Jackie: It's interesting and Nick's right. We've seen the frisson, if you like, around political decisions, and junctures, just more recently. You can definitely see that playing out. You can feel it locally. I don't know that there's been, in my mind, enough of that over recent years, and I'd probably go-- I go beyond that pandemic, probably for the last few years. I chair the Shelford Group, and we've been having discussions recently about how do we-- It's all about impact, at the end of the day. We actually do need to be much more impactful in the way that we carry these things through. I think it's creating a cadence of that local, regional, with the national teams.

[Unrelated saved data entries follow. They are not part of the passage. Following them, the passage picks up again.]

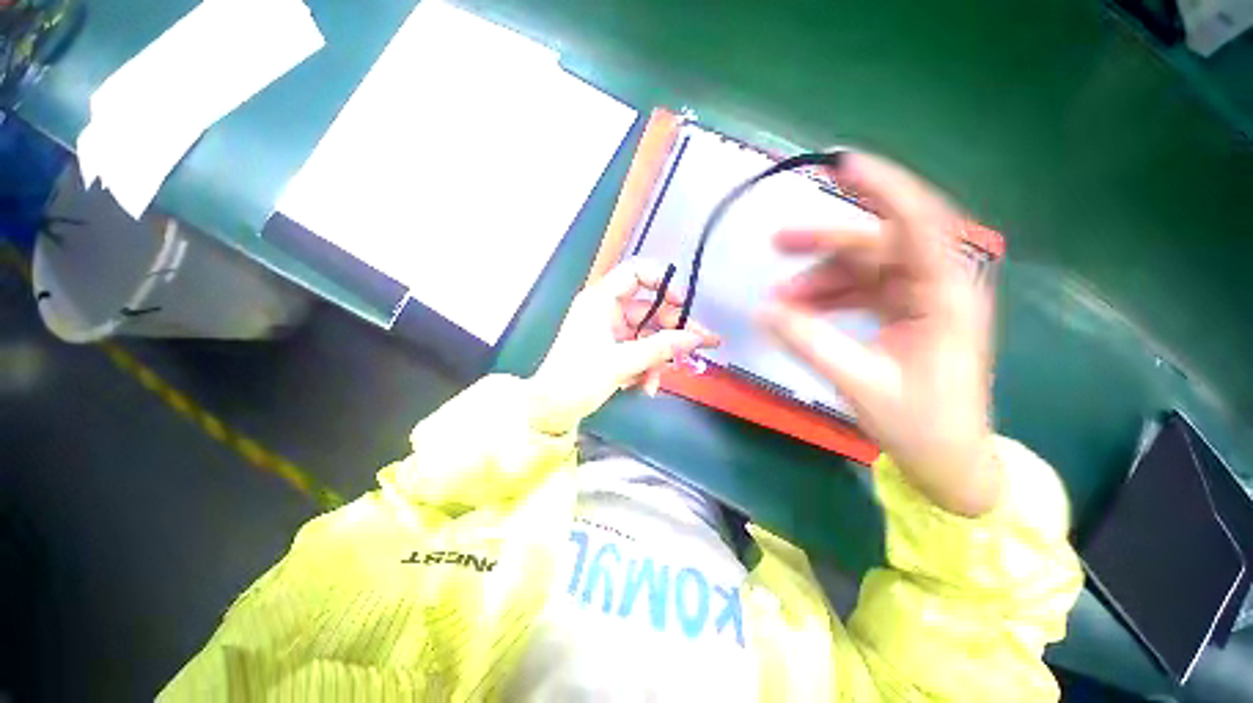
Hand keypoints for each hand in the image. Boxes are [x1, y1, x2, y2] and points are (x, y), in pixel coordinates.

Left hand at [529, 259, 719, 434]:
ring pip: (647, 335)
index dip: (662, 282)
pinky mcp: (613, 349)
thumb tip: (695, 338)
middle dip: (672, 332)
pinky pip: (639, 350)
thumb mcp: (621, 362)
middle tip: (702, 345)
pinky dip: (646, 367)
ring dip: (657, 358)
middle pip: (650, 310)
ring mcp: (611, 331)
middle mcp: (607, 310)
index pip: (636, 272)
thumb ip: (660, 348)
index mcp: (601, 300)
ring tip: (655, 382)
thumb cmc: (578, 379)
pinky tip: (645, 387)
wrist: (552, 409)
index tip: (681, 303)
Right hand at [761, 153, 996, 515]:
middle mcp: (937, 287)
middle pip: (879, 244)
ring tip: (778, 298)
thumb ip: (809, 342)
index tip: (843, 164)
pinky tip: (798, 309)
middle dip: (826, 243)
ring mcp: (920, 300)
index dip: (885, 188)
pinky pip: (860, 292)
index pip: (919, 224)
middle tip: (778, 243)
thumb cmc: (921, 426)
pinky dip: (827, 297)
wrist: (948, 459)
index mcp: (945, 297)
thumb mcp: (859, 383)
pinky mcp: (904, 315)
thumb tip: (762, 311)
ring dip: (819, 278)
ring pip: (864, 269)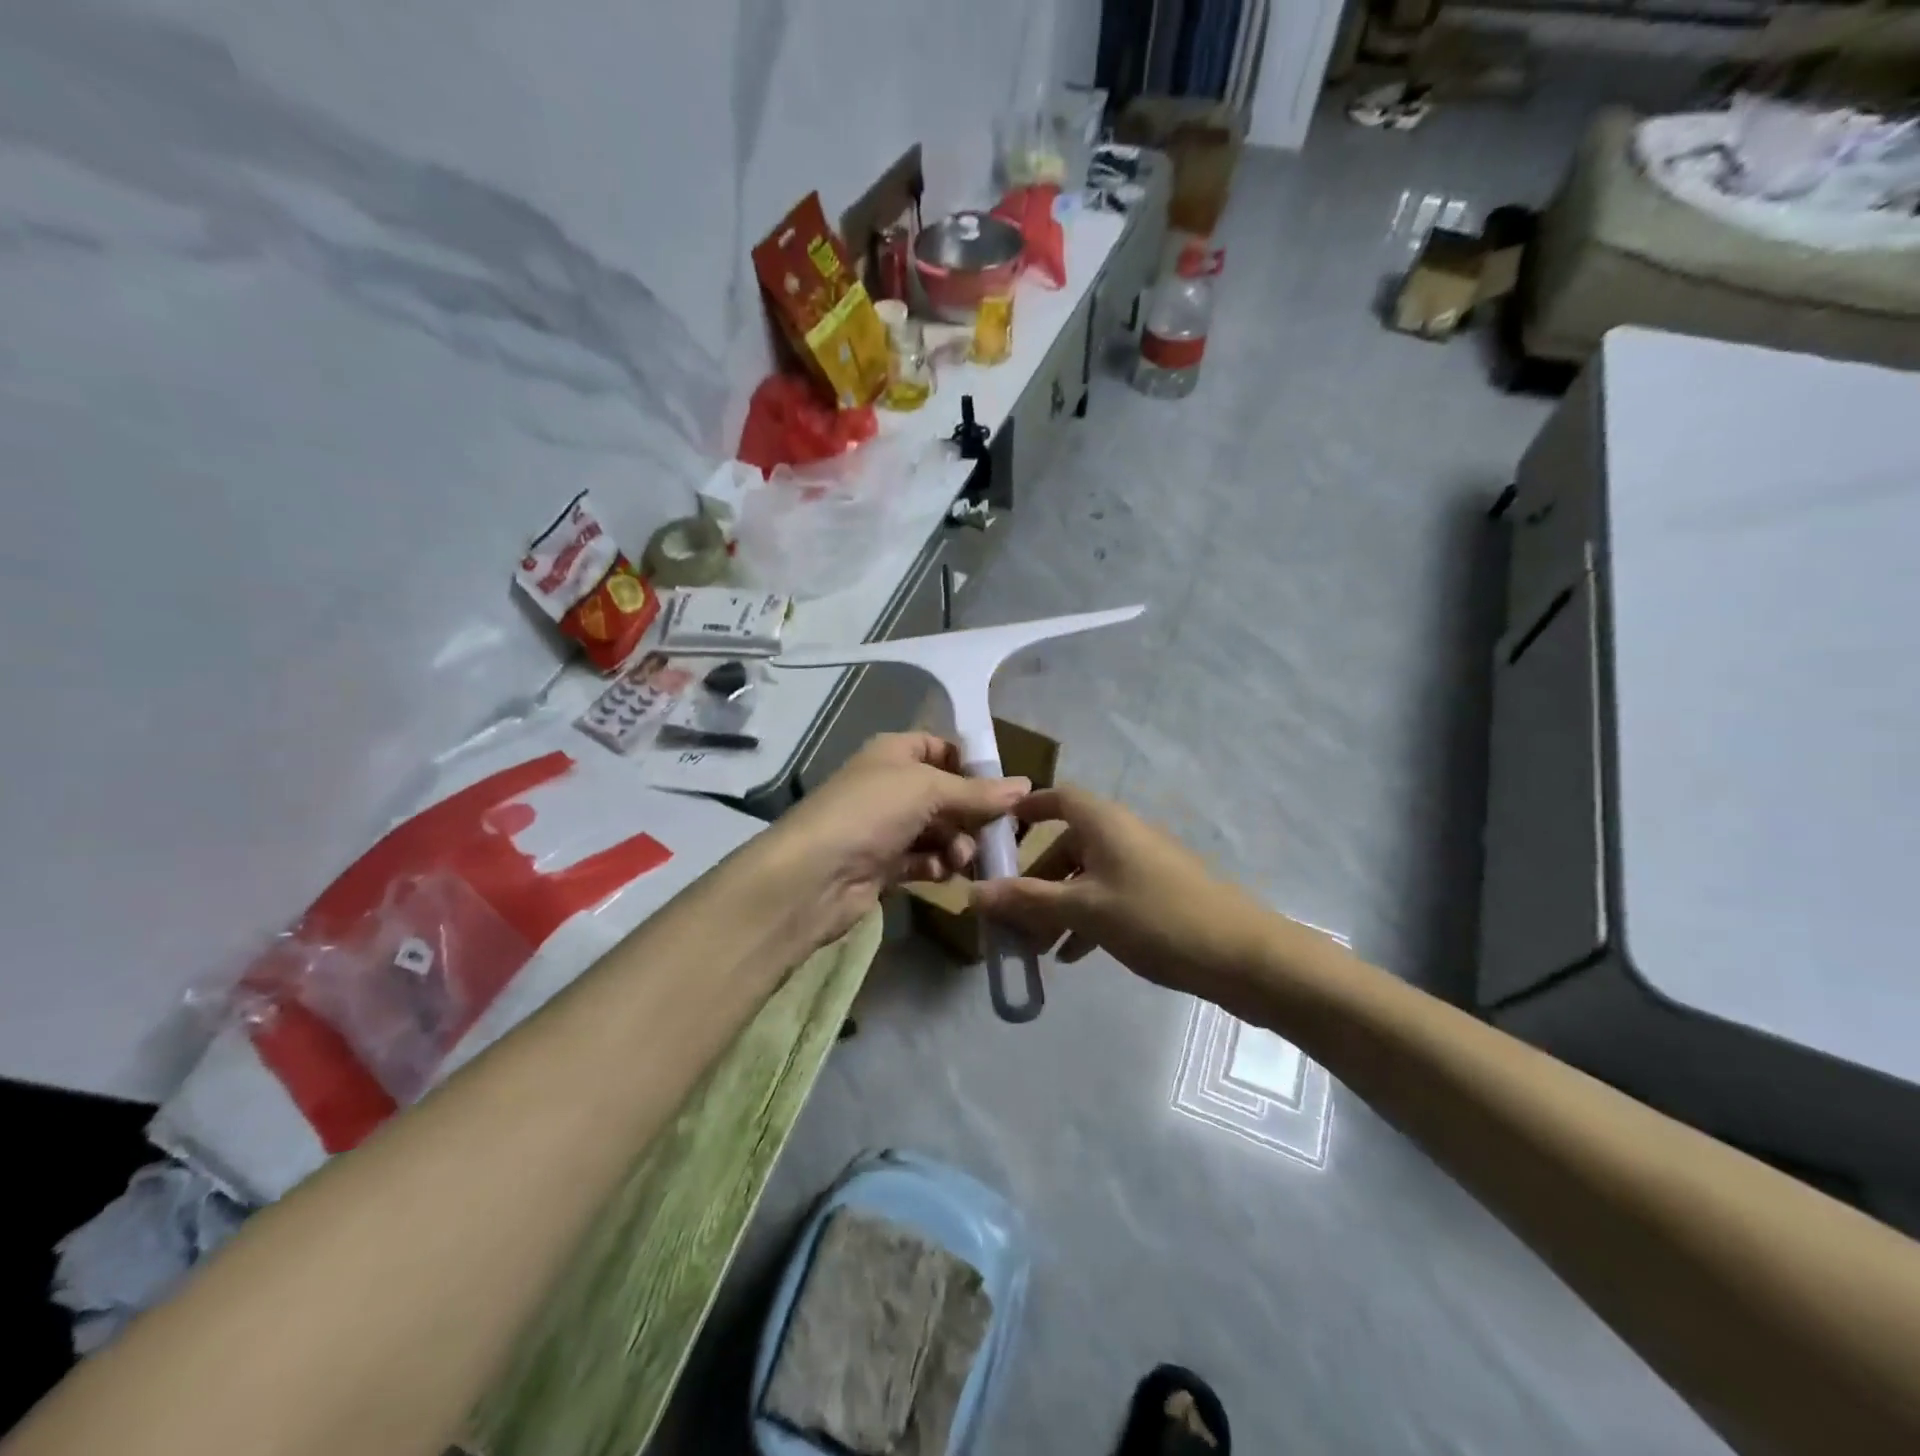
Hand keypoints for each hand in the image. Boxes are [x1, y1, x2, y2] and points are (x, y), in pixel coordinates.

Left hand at [765, 732, 1029, 948]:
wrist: (814, 875)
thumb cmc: (871, 812)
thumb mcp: (928, 789)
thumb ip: (977, 791)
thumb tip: (1026, 785)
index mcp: (894, 753)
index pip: (941, 748)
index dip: (971, 764)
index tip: (1005, 786)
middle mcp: (890, 785)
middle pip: (945, 794)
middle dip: (972, 812)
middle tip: (997, 832)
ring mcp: (885, 827)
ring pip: (938, 830)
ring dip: (957, 843)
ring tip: (962, 858)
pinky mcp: (883, 865)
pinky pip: (924, 861)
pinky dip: (938, 866)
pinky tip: (944, 874)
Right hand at [971, 786, 1270, 999]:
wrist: (1244, 956)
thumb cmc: (1157, 919)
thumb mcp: (1084, 910)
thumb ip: (1027, 900)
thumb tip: (972, 892)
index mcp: (1104, 822)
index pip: (1057, 798)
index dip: (1025, 810)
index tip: (995, 834)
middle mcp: (1122, 834)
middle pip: (1066, 844)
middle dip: (1034, 878)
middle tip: (1008, 913)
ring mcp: (1143, 864)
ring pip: (1086, 876)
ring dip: (1056, 905)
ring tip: (1034, 946)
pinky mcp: (1159, 894)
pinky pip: (1108, 896)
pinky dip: (1085, 918)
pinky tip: (1072, 955)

Jennifer: One of the signals that has [inaudible 00:16:40] of the office is about the NHS as an anchor institution. By an anchor, what this means for those of you who are not familiar with the term, it's about using the NHS, the NHS's purchasing power, its employing power, for example, its use of estates and other assets to try to further the health of the community so letting its buildings be used for other purposes. For example, procuring locally, or making special steps to soak up unemployment at periods like this, particularly for young people who aren't college-educated. I suspect you're very heavily busy with that up in Newcastle.
Jackie: Yes. We're very heavily into it. We are the largest NHS organisation in the North East with a provider of vast majority of the specialised services. We house all the research and innovation, architecture, infrastructure, et cetera. I think just by scale and asset, we're well placed. We spend well over £400 million in procurement each year, actually, making sure that some of that is supporting local businesses is really, really important. Joining a local COVID response centre has meant that we've employed over the last month 1,000 more people. We've been able to target some of those areas in our local economy which were the most deprived. There are some really practical examples there. I think we need to look across the country and look at where are those kinds of anchors.
Jennifer: One of the areas where of course businesses can help is in designing innovation and trying to get it used inside the NHS. That might be really helpful, mightn't it? For boosting productivity, which has got to be part of the picture ahead, particularly if your resources are squeezed. Of course, how the NHS spots productivity-enhancing innovation is not always as good as it should be.
Jackie: We're learning to do it, Jennifer. I think there are some organisations, we collaborate a lot with the likes of Oxford and Cambridge, and UCL. We're a public service. I'm always conscious about the taxpayer's pound. It's got to be done really well.
Jennifer: What do you think needs to happen if that agenda is going to be really boosted? That is, to try to get a lot more productivity ramped up in the NHS?
Jackie: Well, I think there are 10, 12, large UK health providers who could do this well. Not always in city environments, but quite often. I think, to work with their universities and their local authorities, just to have strength. Usually, the business networks are really aligned to local government. I think this is about those sorts of collaborations coming to the fore, agreeing where the priorities are locally and regionally and looking at all of their combined assets, and supporting the NHS. I've learnt a tremendous amount, particularly over the last two or three years through working more closely with local business and government.
Jennifer: Nick, outside of the NHS, do you see anything that the NHS can learn from in how technology is spotted, taken up, incentivised, used, spread?
Nick: Well, we've just seen a dose of it through COVID, haven't we? GPs doing telephone and online conversations, consultants doing the same. I don't know what Jackie would say. Whether her consultants feel this has been productive, unproductive, or has got in the way. I think general practice has actually found that it's quite productive. Clearly, it will not work for absolutely everyone, but there are loads of people for whom all you really need is a quick phone call. The patient does not need to go to the surgery. I think that we're seeing elements of productivity there. AI is coming into help one way or another with diagnosis, it has been for some years. There will be productivity gains from some of this.
Jennifer: I had a webinar recently, Chris Giles was talking about the financial squeeze ahead, but what he said was a bit of good news was he didn't think capital spending would be so constrained. In fact, he thought there might be quite a bit of capital around to make some significant investments that could set us on the right path. Jackie, if you had more capital investment, is it obvious where the good bets would be to try to up productivity?
Jackie: I think the kind of infrastructure that Nick was just outlining there, that definitely has been very well-received for us locally can only be really good news. For me, that should be pretty universally rolled out and available, but I think it is true. It's interesting what you say about capital, Jennifer. Obviously, we've just had a huge-- this government have spent a lot, 40 new hospitals and so on, but what we do know is that it's actually a drop in the ocean in terms of the requirements on capital, real estate, buildings and infrastructure, that is needed. We know that can be transformational. I'd want to be encouraging that kind of investment because I think the productivity gains are huge.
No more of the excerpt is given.